Task inputs:
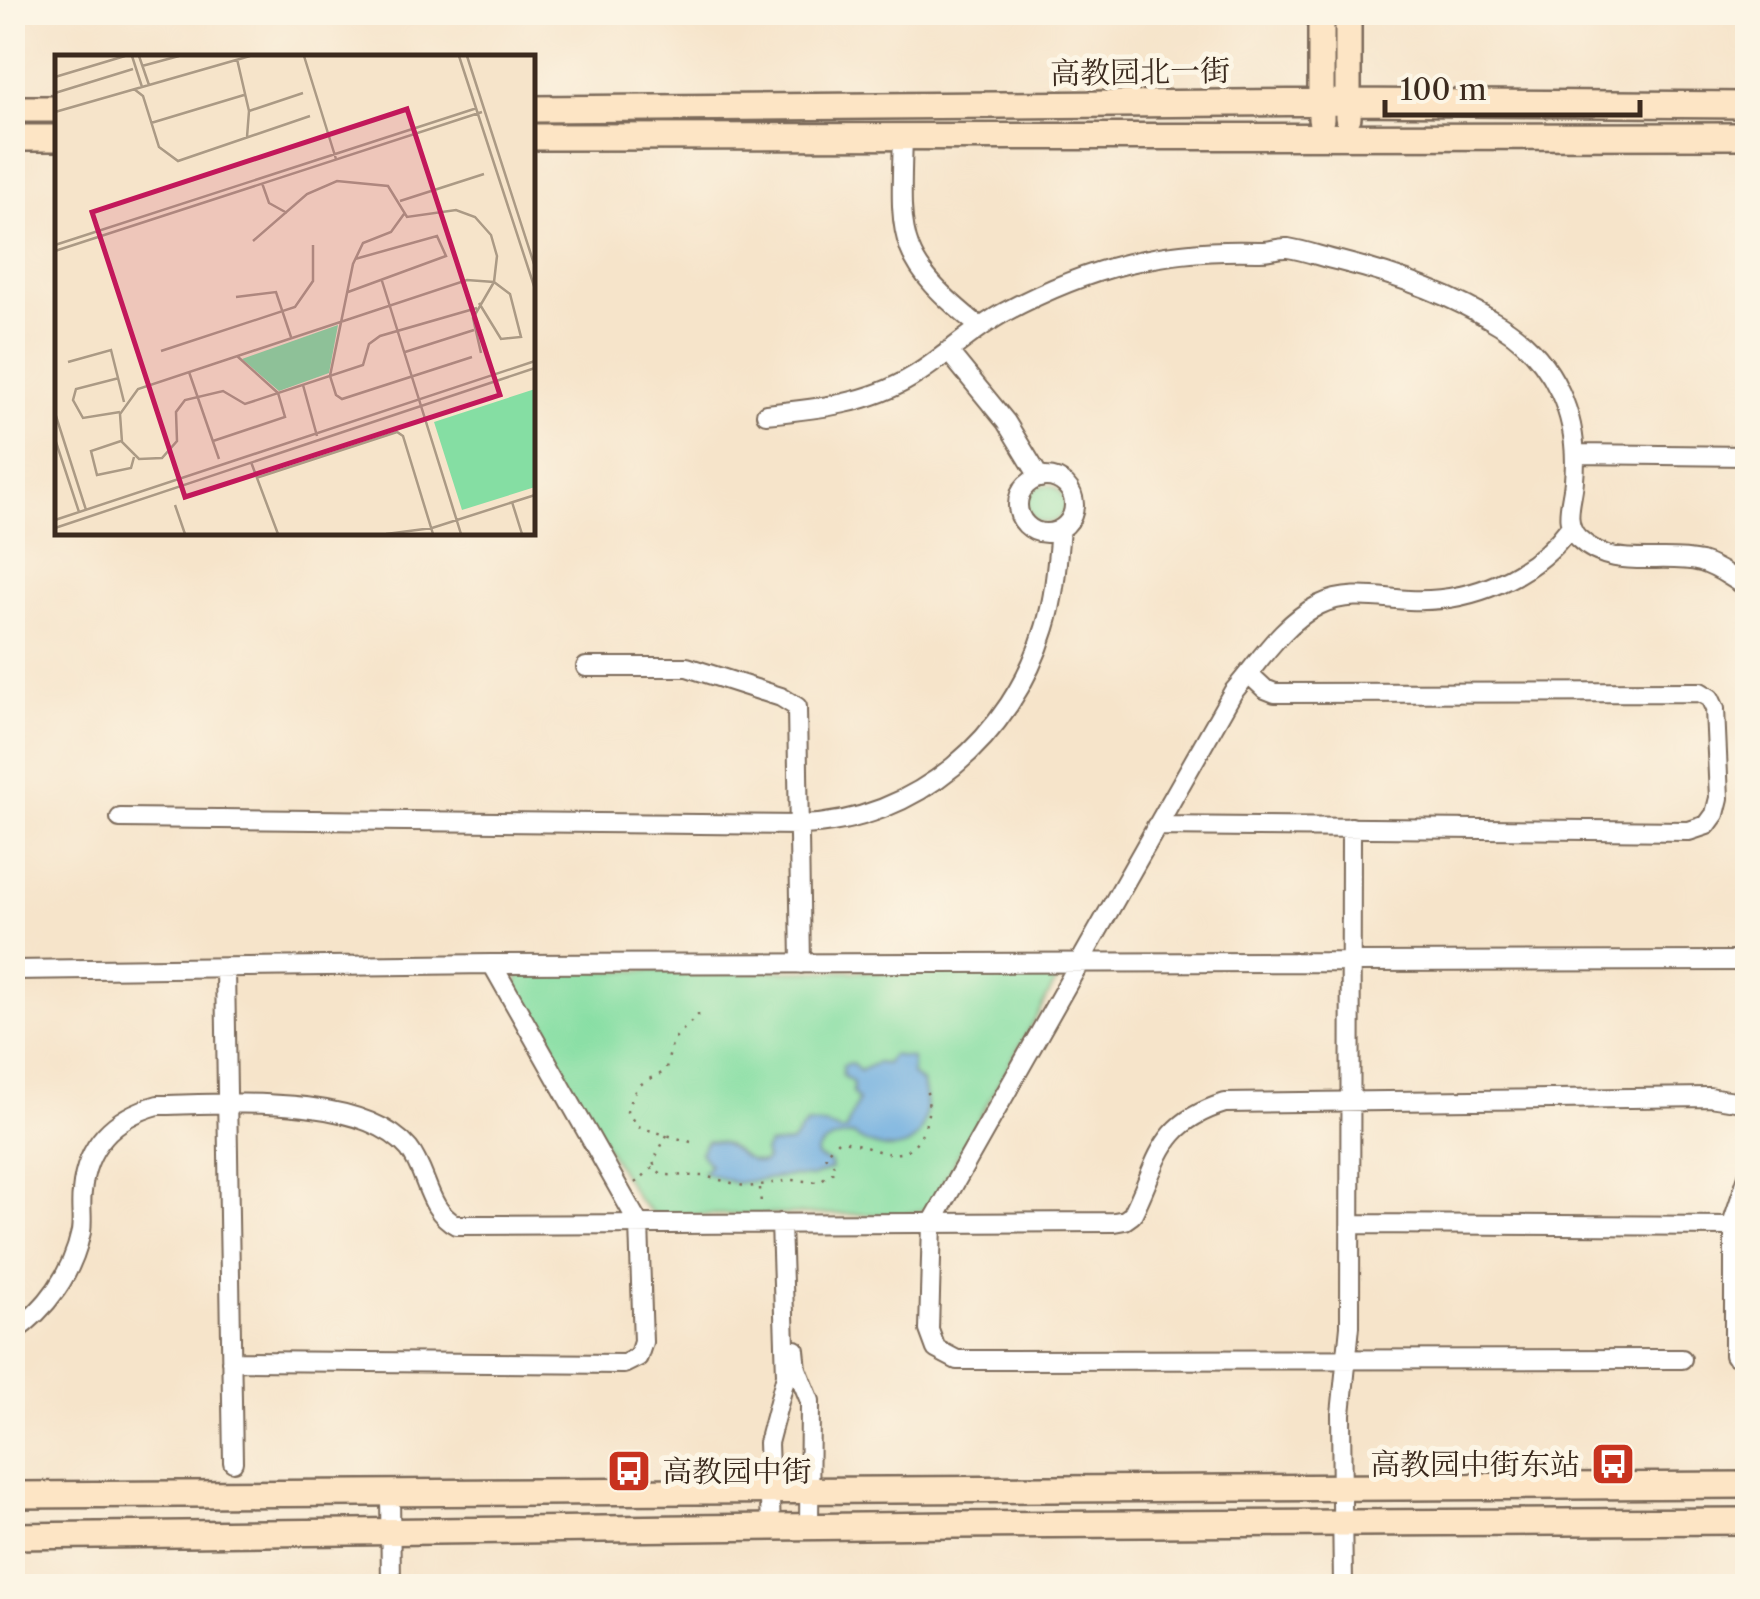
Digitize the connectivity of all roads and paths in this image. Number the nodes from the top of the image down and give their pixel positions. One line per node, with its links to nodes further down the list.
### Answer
1 (1321, 12): 4 (main road)
2 (1348, 12): 3 (main road)
3 (1348, 102): 4 (main road, 高教园北一街); 5 (main road, 高教园北一街); 10 (main road)
4 (1321, 103): 6 (main road, 高教园北一街); 9 (main road)
5 (1748, 105)
6 (535, 109)
7 (12, 110): 8 (main road)
8 (55, 110)
9 (1321, 134): 10 (main road, 高教园北一街); 11 (main road, 高教园北一街)
10 (1348, 134): 12 (main road, 高教园北一街)
11 (902, 136): 13 (main road, 高教园北一街); 16 (street)
12 (1748, 136)
13 (535, 137)
14 (12, 138): 15 (main road)
15 (55, 138)
16 (980, 327): 17 (street); 19 (street)
17 (948, 351): 18 (street); 21 (street)
18 (766, 414)
19 (1574, 454): 20 (street); 22 (street)
20 (1748, 456)
21 (1040, 478): 23 (street); 23 (street)
22 (1570, 526): 24 (street); 26 (street)
23 (1060, 529): 28 (street)
24 (1748, 588)
25 (586, 666): 28 (street)
26 (1249, 674): 29 (street); 30 (street)
27 (120, 818): 28 (street)
28 (800, 825): 35 (street)
29 (1156, 826): 30 (street); 32 (street)
30 (1351, 827): 33 (street)
31 (1748, 960): 33 (street)
32 (1080, 962): 33 (street); 35 (street); 48 (street)
33 (1351, 963): 40 (street)
34 (492, 964): 35 (street); 36 (street); 47 (street)
35 (800, 964)
36 (225, 968): 37 (street); 42 (street)
37 (12, 970)
38 (702, 1011): 43 (path)
39 (926, 1089): 45 (path)
40 (1351, 1099): 41 (street); 48 (street); 51 (street)
41 (1748, 1103)
42 (226, 1106): 50 (street); 53 (street); 57 (street)
43 (667, 1136): 44 (path); 45 (path)
44 (691, 1142)
45 (654, 1167): 47 (path)
46 (1748, 1176): 52 (street)
47 (621, 1192): 50 (street)
48 (932, 1222): 49 (street); 55 (street)
49 (786, 1223): 50 (street); 61 (street); 62 (street)
50 (639, 1224): 57 (street)
51 (1351, 1224): 52 (street); 55 (street)
52 (1734, 1226): 54 (street)
53 (12, 1334)
54 (1734, 1354)
55 (1346, 1358): 56 (street); 60 (street)
56 (1682, 1359)
57 (231, 1360): 58 (street)
58 (233, 1462)
59 (1748, 1485): 60 (main road)
60 (1343, 1488): 61 (main road); 66 (street)
61 (809, 1490): 62 (main road); 67 (street)
62 (769, 1491): 63 (main road); 68 (street)
63 (390, 1492): 64 (main road); 69 (street)
64 (12, 1494)
65 (1748, 1521): 66 (main road)
66 (1343, 1525): 67 (main road); 72 (street)
67 (809, 1527): 68 (main road)
68 (770, 1528): 69 (main road)
69 (390, 1533): 70 (main road); 71 (street)
70 (12, 1536)
71 (391, 1586)
72 (1342, 1586)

Task: An exact copy of every entry, without pictures, should be your output.

Exercise response:
Digitize the connectivity of all roads and paths in this image. Number the nodes from the top of the image down and give their pixel positions. One line per node, with its links to nodes further down the list.
### Answer
1 (1321, 12): 4 (main road)
2 (1348, 12): 3 (main road)
3 (1348, 102): 4 (main road, 高教园北一街); 5 (main road, 高教园北一街); 10 (main road)
4 (1321, 103): 6 (main road, 高教园北一街); 9 (main road)
5 (1748, 105)
6 (535, 109)
7 (12, 110): 8 (main road)
8 (55, 110)
9 (1321, 134): 10 (main road, 高教园北一街); 11 (main road, 高教园北一街)
10 (1348, 134): 12 (main road, 高教园北一街)
11 (902, 136): 13 (main road, 高教园北一街); 16 (street)
12 (1748, 136)
13 (535, 137)
14 (12, 138): 15 (main road)
15 (55, 138)
16 (980, 327): 17 (street); 19 (street)
17 (948, 351): 18 (street); 21 (street)
18 (766, 414)
19 (1574, 454): 20 (street); 22 (street)
20 (1748, 456)
21 (1040, 478): 23 (street); 23 (street)
22 (1570, 526): 24 (street); 26 (street)
23 (1060, 529): 28 (street)
24 (1748, 588)
25 (586, 666): 28 (street)
26 (1249, 674): 29 (street); 30 (street)
27 (120, 818): 28 (street)
28 (800, 825): 35 (street)
29 (1156, 826): 30 (street); 32 (street)
30 (1351, 827): 33 (street)
31 (1748, 960): 33 (street)
32 (1080, 962): 33 (street); 35 (street); 48 (street)
33 (1351, 963): 40 (street)
34 (492, 964): 35 (street); 36 (street); 47 (street)
35 (800, 964)
36 (225, 968): 37 (street); 42 (street)
37 (12, 970)
38 (702, 1011): 43 (path)
39 (926, 1089): 45 (path)
40 (1351, 1099): 41 (street); 48 (street); 51 (street)
41 (1748, 1103)
42 (226, 1106): 50 (street); 53 (street); 57 (street)
43 (667, 1136): 44 (path); 45 (path)
44 (691, 1142)
45 (654, 1167): 47 (path)
46 (1748, 1176): 52 (street)
47 (621, 1192): 50 (street)
48 (932, 1222): 49 (street); 55 (street)
49 (786, 1223): 50 (street); 61 (street); 62 (street)
50 (639, 1224): 57 (street)
51 (1351, 1224): 52 (street); 55 (street)
52 (1734, 1226): 54 (street)
53 (12, 1334)
54 (1734, 1354)
55 (1346, 1358): 56 (street); 60 (street)
56 (1682, 1359)
57 (231, 1360): 58 (street)
58 (233, 1462)
59 (1748, 1485): 60 (main road)
60 (1343, 1488): 61 (main road); 66 (street)
61 (809, 1490): 62 (main road); 67 (street)
62 (769, 1491): 63 (main road); 68 (street)
63 (390, 1492): 64 (main road); 69 (street)
64 (12, 1494)
65 (1748, 1521): 66 (main road)
66 (1343, 1525): 67 (main road); 72 (street)
67 (809, 1527): 68 (main road)
68 (770, 1528): 69 (main road)
69 (390, 1533): 70 (main road); 71 (street)
70 (12, 1536)
71 (391, 1586)
72 (1342, 1586)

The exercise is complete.